[Stored items]
* * * * * * *
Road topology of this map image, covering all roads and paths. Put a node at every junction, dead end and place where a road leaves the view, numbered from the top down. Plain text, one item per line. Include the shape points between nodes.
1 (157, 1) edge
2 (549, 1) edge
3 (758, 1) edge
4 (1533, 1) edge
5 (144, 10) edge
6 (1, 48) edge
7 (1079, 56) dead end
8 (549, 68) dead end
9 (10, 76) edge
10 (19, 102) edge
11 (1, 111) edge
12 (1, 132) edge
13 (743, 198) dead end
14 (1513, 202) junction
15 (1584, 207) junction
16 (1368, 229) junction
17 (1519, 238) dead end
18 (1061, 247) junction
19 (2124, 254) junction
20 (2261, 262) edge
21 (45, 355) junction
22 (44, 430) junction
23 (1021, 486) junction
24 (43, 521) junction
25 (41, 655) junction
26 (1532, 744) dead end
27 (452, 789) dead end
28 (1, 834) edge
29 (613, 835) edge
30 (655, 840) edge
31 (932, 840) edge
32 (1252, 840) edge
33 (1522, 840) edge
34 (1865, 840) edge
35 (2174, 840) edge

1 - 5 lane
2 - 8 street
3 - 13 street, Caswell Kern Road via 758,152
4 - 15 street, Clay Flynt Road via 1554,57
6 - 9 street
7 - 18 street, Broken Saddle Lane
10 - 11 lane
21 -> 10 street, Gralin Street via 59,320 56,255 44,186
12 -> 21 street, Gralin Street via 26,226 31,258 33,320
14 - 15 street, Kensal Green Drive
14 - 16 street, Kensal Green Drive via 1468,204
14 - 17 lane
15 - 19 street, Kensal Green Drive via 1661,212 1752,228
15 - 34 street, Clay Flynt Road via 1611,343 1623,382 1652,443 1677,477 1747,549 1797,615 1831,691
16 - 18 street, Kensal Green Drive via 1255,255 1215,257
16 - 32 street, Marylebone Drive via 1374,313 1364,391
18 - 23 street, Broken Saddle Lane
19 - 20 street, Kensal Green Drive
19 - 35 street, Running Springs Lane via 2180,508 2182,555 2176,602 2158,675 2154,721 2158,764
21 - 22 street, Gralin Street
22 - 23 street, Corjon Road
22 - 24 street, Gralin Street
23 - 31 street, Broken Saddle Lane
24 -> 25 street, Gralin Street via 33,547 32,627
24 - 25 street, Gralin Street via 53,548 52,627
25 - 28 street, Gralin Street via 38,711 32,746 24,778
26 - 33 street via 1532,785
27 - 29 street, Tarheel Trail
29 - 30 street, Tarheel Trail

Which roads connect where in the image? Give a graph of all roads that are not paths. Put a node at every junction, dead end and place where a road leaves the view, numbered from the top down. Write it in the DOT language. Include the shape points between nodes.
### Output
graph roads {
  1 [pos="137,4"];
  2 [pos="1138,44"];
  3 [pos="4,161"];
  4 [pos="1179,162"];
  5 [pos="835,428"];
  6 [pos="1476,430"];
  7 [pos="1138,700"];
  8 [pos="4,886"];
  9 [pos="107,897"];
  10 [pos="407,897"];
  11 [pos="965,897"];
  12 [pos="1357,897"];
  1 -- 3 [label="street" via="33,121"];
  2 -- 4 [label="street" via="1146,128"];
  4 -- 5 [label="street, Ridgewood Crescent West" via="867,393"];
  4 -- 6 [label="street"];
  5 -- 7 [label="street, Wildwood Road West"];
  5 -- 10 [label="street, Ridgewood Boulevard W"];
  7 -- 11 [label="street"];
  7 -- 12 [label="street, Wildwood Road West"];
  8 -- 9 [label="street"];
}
* * * * * * *
**Assignment**
Make an exact copy of every line from the one with "Which roads connect" to the end of the data, with the first and last of those lines included.

**Task solution**
Which roads connect where in the image? Give a graph of all roads that are not paths. Put a node at every junction, dead end and place where a road leaves the view, numbered from the top down. Write it in the DOT language. Include the shape points between nodes.
### Output
graph roads {
  1 [pos="137,4"];
  2 [pos="1138,44"];
  3 [pos="4,161"];
  4 [pos="1179,162"];
  5 [pos="835,428"];
  6 [pos="1476,430"];
  7 [pos="1138,700"];
  8 [pos="4,886"];
  9 [pos="107,897"];
  10 [pos="407,897"];
  11 [pos="965,897"];
  12 [pos="1357,897"];
  1 -- 3 [label="street" via="33,121"];
  2 -- 4 [label="street" via="1146,128"];
  4 -- 5 [label="street, Ridgewood Crescent West" via="867,393"];
  4 -- 6 [label="street"];
  5 -- 7 [label="street, Wildwood Road West"];
  5 -- 10 [label="street, Ridgewood Boulevard W"];
  7 -- 11 [label="street"];
  7 -- 12 [label="street, Wildwood Road West"];
  8 -- 9 [label="street"];
}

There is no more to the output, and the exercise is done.